Topic modeling researchers who publish results and need a reproducible, axis-aware coherence metric that doesn’t conflate the two semantic types — enabling apples-to-apples comparisons between LDA-family and PLM-augmented models.

Build steps

Curate and ingest three psycholinguistic datasets (SimLex-999, MEN, WordSim-353-REL/SIM split) into PostgreSQL; store each word pair with its human-rated similarity score and axis label (thematic vs. taxonomic).
Build a probe generator: given a topic’s top words, query the DB for all known pairs within the topic, then synthesize additional probes using a nearest-neighbor lookup in a shared embedding space (find pairs that are high-thematic/low-taxonomic and vice versa as foils).

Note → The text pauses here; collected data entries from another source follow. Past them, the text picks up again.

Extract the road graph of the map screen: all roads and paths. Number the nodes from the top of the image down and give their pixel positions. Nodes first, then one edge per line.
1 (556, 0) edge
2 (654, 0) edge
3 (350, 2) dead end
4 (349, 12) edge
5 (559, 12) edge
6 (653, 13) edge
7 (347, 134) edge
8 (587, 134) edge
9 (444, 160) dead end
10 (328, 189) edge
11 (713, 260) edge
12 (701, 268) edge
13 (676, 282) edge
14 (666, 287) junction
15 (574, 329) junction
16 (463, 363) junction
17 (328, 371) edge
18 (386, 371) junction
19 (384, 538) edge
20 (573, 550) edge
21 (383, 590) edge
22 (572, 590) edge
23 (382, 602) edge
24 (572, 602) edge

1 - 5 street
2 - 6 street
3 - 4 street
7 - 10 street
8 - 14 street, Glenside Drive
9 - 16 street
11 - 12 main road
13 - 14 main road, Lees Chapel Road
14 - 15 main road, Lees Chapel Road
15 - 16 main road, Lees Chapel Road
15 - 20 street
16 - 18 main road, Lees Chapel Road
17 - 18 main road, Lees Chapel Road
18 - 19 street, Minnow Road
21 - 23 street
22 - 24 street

Implement two axis-specific coherence metrics: T-Coherence (thematic) based on PMI over a reference corpus, and X-Coherence (taxonomic) based on WordNet LCS depth normalized by probe pair taxonomy depth.
Expose a FastAPI endpoint: POST /evaluate accepts a topic model’s topic-word matrix JSON and returns per-topic T-Coherence, X-Coherence, and an overall axis-bias score; include a /calibrate endpoint that lets users upload domain corpora to retrain the PMI reference.

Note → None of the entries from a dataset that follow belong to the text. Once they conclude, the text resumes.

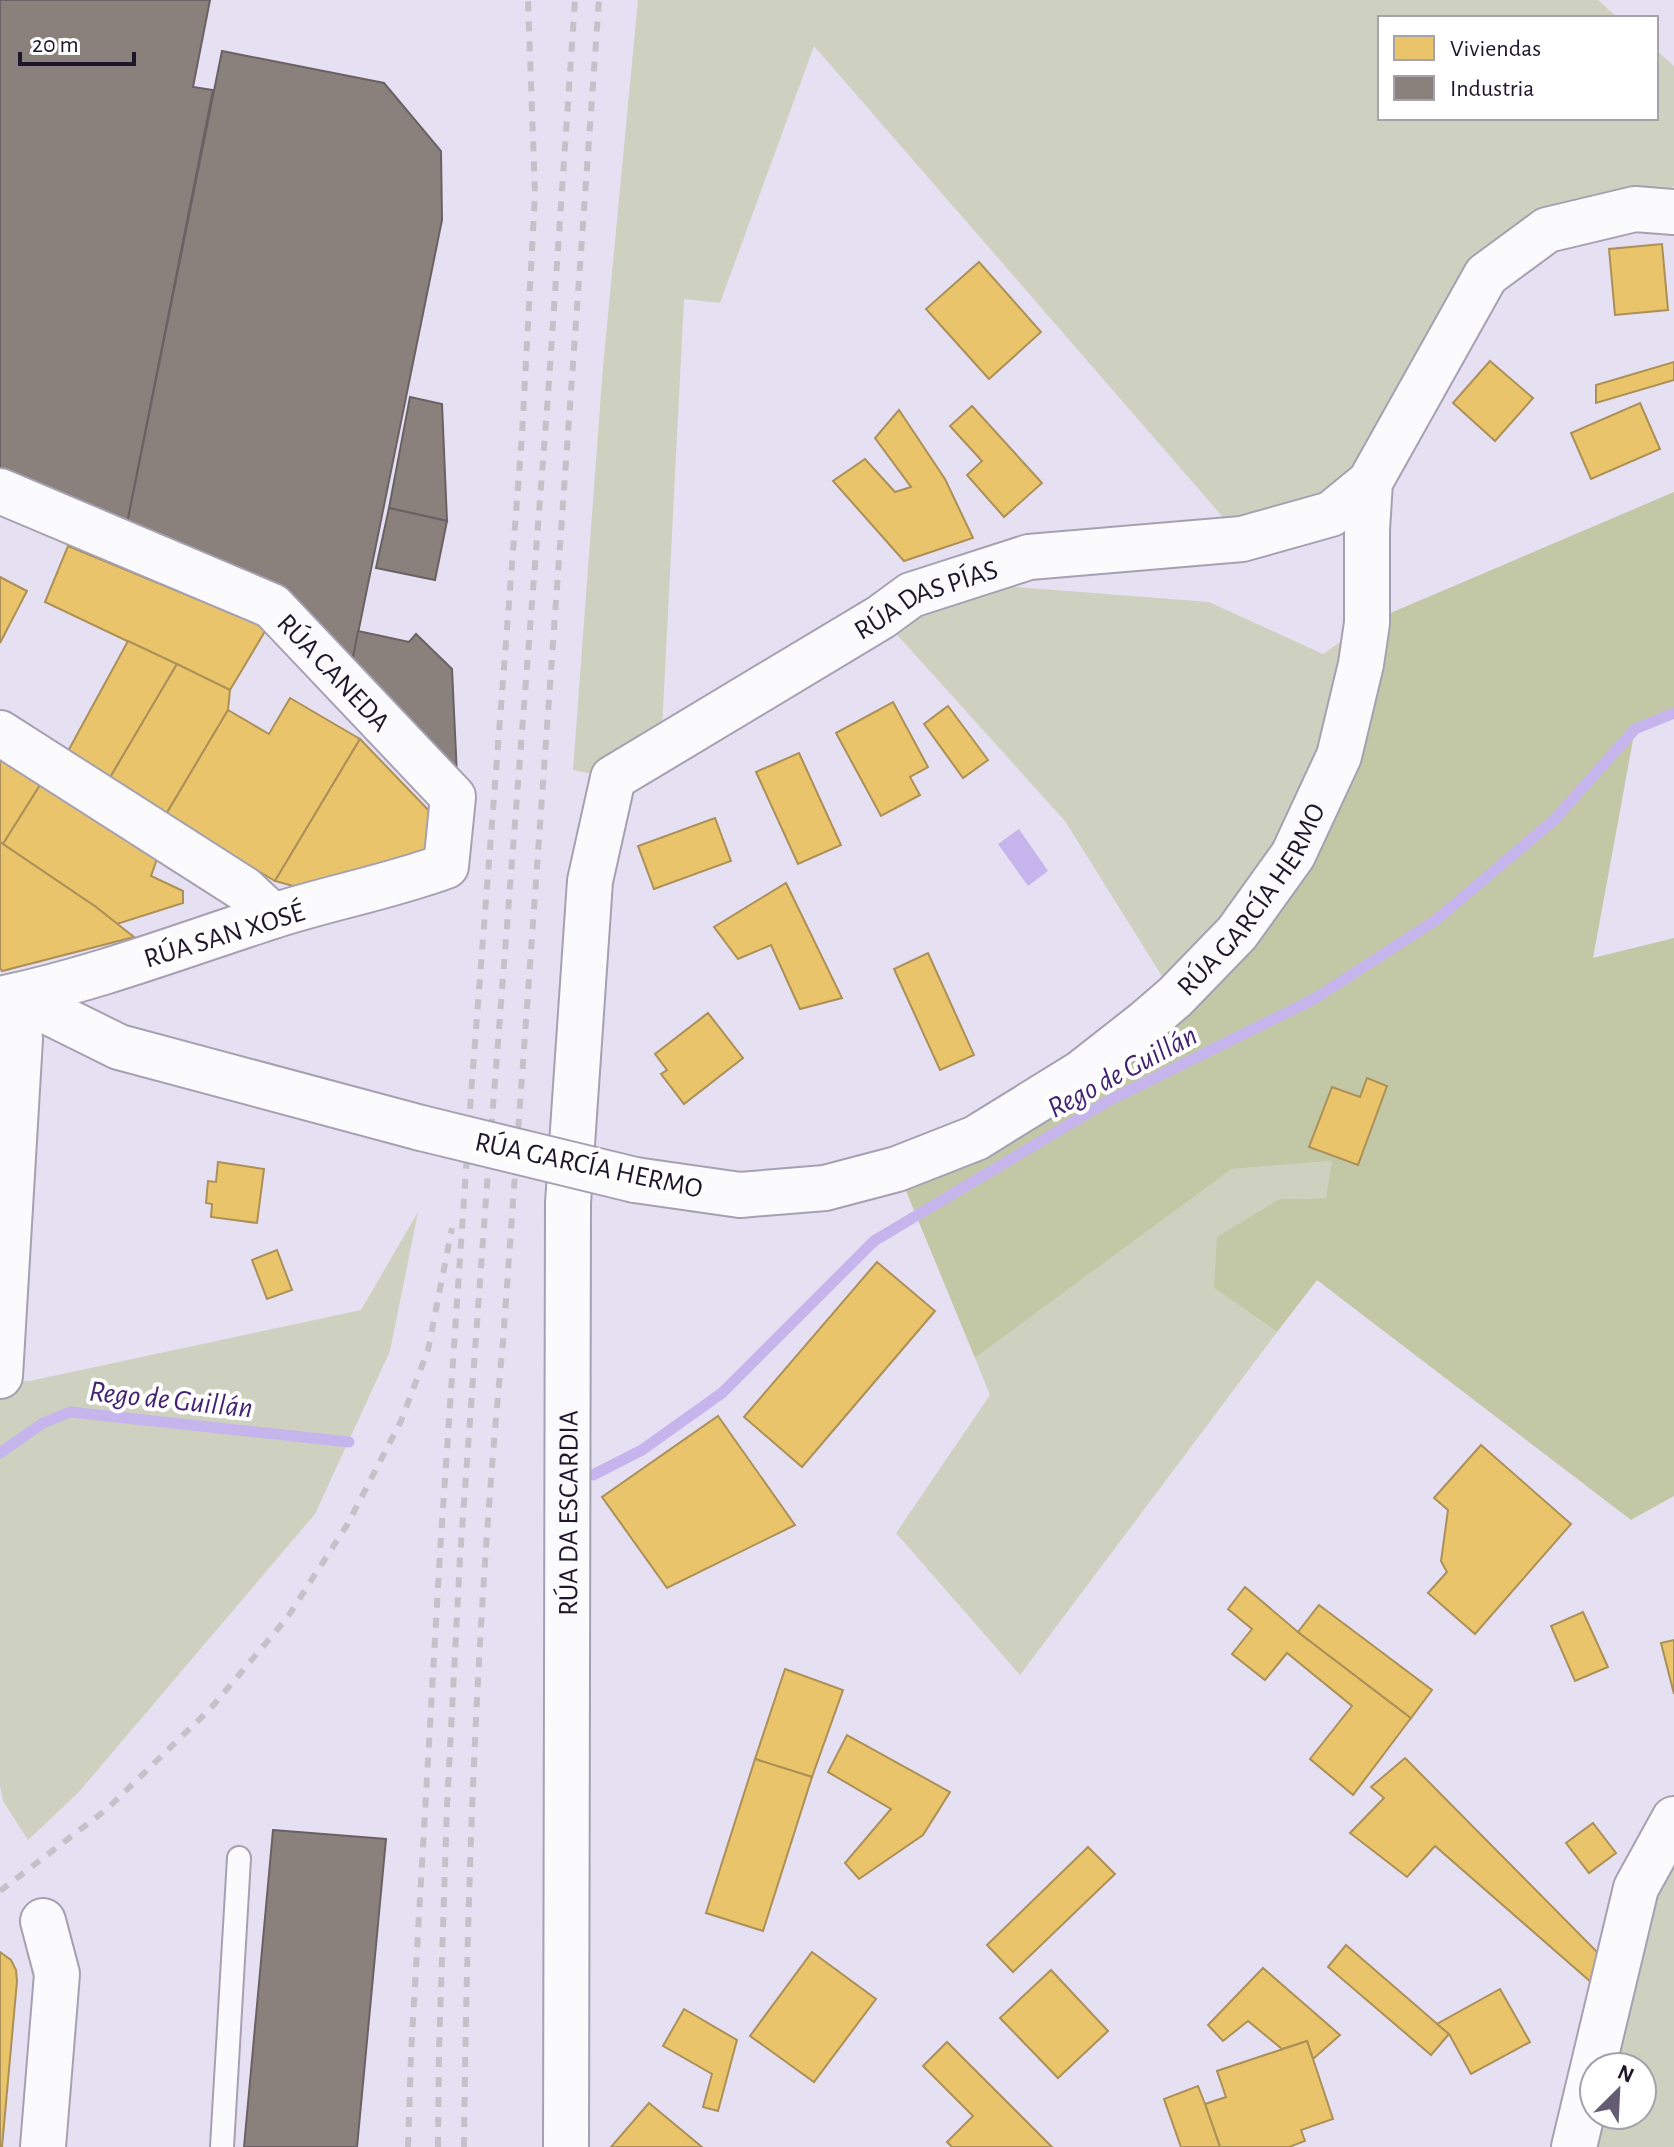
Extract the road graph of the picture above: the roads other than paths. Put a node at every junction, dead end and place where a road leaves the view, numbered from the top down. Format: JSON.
{"nodes":[{"id":1,"x":1674,"y":212,"type":"edge"},
{"id":2,"x":1370,"y":482,"type":"junction"},
{"id":3,"x":0,"y":491,"type":"edge"},
{"id":4,"x":0,"y":733,"type":"edge"},
{"id":5,"x":446,"y":866,"type":"joint"},
{"id":6,"x":590,"y":881,"type":"joint"},
{"id":7,"x":273,"y":916,"type":"junction"},
{"id":8,"x":8,"y":997,"type":"edge"},
{"id":9,"x":0,"y":1376,"type":"edge"},
{"id":10,"x":1674,"y":1819,"type":"edge"},
{"id":11,"x":239,"y":1858,"type":"dead end"},
{"id":12,"x":43,"y":1921,"type":"dead end"},
{"id":13,"x":43,"y":2147,"type":"edge"},
{"id":14,"x":222,"y":2147,"type":"edge"},
{"id":15,"x":566,"y":2147,"type":"edge"},
{"id":16,"x":1574,"y":2147,"type":"edge"}],
"edges":[{"from":1,"to":2,"type":"street","name":"RÚA GARCÍA HERMO"},
{"from":2,"to":6,"type":"street","name":"RÚA DAS PÍAS"},
{"from":2,"to":8,"type":"street","name":"RÚA GARCÍA HERMO","bridge":true},
{"from":3,"to":5,"type":"street","name":"RÚA CANEDA"},
{"from":4,"to":7,"type":"street"},
{"from":5,"to":7,"type":"street","name":"RÚA SAN XOSÉ"},
{"from":6,"to":15,"type":"street","name":"RÚA DA ESCARDIA"},
{"from":7,"to":8,"type":"street","name":"RÚA SAN XOSÉ"},
{"from":8,"to":9,"type":"street"},
{"from":10,"to":16,"type":"street"},
{"from":11,"to":14,"type":"lane"},
{"from":12,"to":13,"type":"street"}]}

Write a benchmark harness that runs 5 classical models (LDA 20/50/100 topics, NMF, BERTopic) against the API on a standard corpus (20 Newsgroups, AG News) and outputs a reproducible leaderboard CSV.

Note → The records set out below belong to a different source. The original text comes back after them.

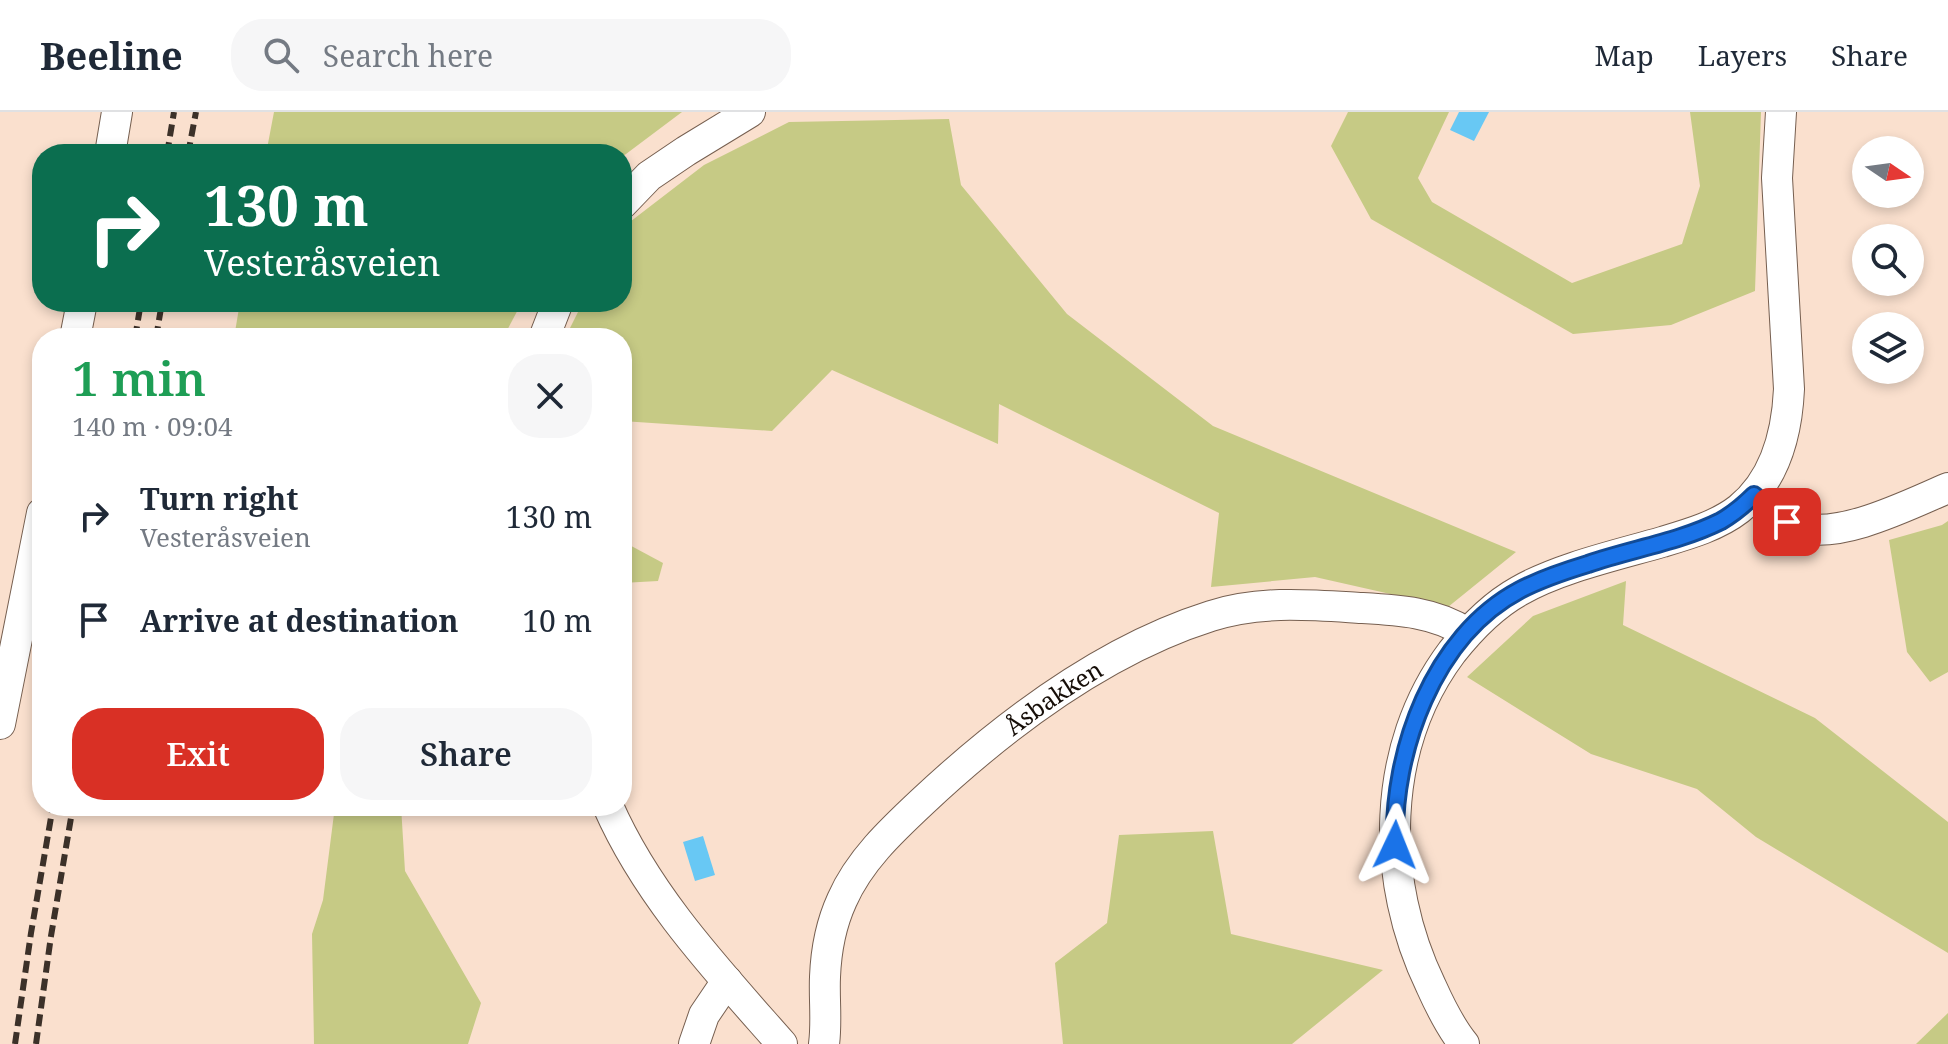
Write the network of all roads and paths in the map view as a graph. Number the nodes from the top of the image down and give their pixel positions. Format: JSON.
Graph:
{"nodes":[{"id":1,"x":117,"y":112,"type":"edge"},
{"id":2,"x":750,"y":112,"type":"edge"},
{"id":3,"x":1781,"y":112,"type":"edge"},
{"id":4,"x":112,"y":144,"type":"edge"},
{"id":5,"x":632,"y":194,"type":"edge"},
{"id":6,"x":1948,"y":488,"type":"edge"},
{"id":7,"x":1754,"y":495,"type":"junction"},
{"id":8,"x":32,"y":563,"type":"edge"},
{"id":9,"x":1467,"y":633,"type":"junction"},
{"id":10,"x":0,"y":724,"type":"edge"},
{"id":11,"x":613,"y":816,"type":"edge"},
{"id":12,"x":727,"y":981,"type":"junction"},
{"id":13,"x":694,"y":1044,"type":"edge"},
{"id":14,"x":782,"y":1044,"type":"edge"},
{"id":15,"x":824,"y":1044,"type":"edge"},
{"id":16,"x":1464,"y":1044,"type":"edge"}],
"edges":[{"from":1,"to":4,"type":"street"},
{"from":2,"to":5,"type":"street"},
{"from":3,"to":7,"type":"street"},
{"from":6,"to":7,"type":"street"},
{"from":7,"to":9,"type":"street"},
{"from":8,"to":10,"type":"street"},
{"from":9,"to":15,"type":"street","name":"Åsbakken"},
{"from":9,"to":16,"type":"street"},
{"from":11,"to":12,"type":"street"},
{"from":12,"to":13,"type":"street"},
{"from":12,"to":14,"type":"street"}]}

Publish the library to PyPI with a companion paper-ready results table and a pytest suite covering edge cases (single-word topics, OOV words, degenerate distributions).

Risks

Psycholinguistic datasets have small vocabulary coverage (~2k–7k unique words each); for topics with specialized vocabulary the probe generator will produce too few valid pairs to give a statistically reliable score — need a minimum-probe-count threshold and a confidence interval in the output.
PMI-based T-Coherence is sensitive to the choice of reference corpus; if users use a very different domain corpus for calibration, scores become incomparable across studies — the API must version and hash the reference corpus and warn when comparing scores across different calibration runs.
Synthetic probe generation via embedding nearest-neighbors can introduce bias: the embedding model itself blends thematic and taxonomic signal, so ‘high-thematic/low-taxonomic’ foils may not be clean — requires a human validation pass on at least a sampled subset before publishing benchmark numbers.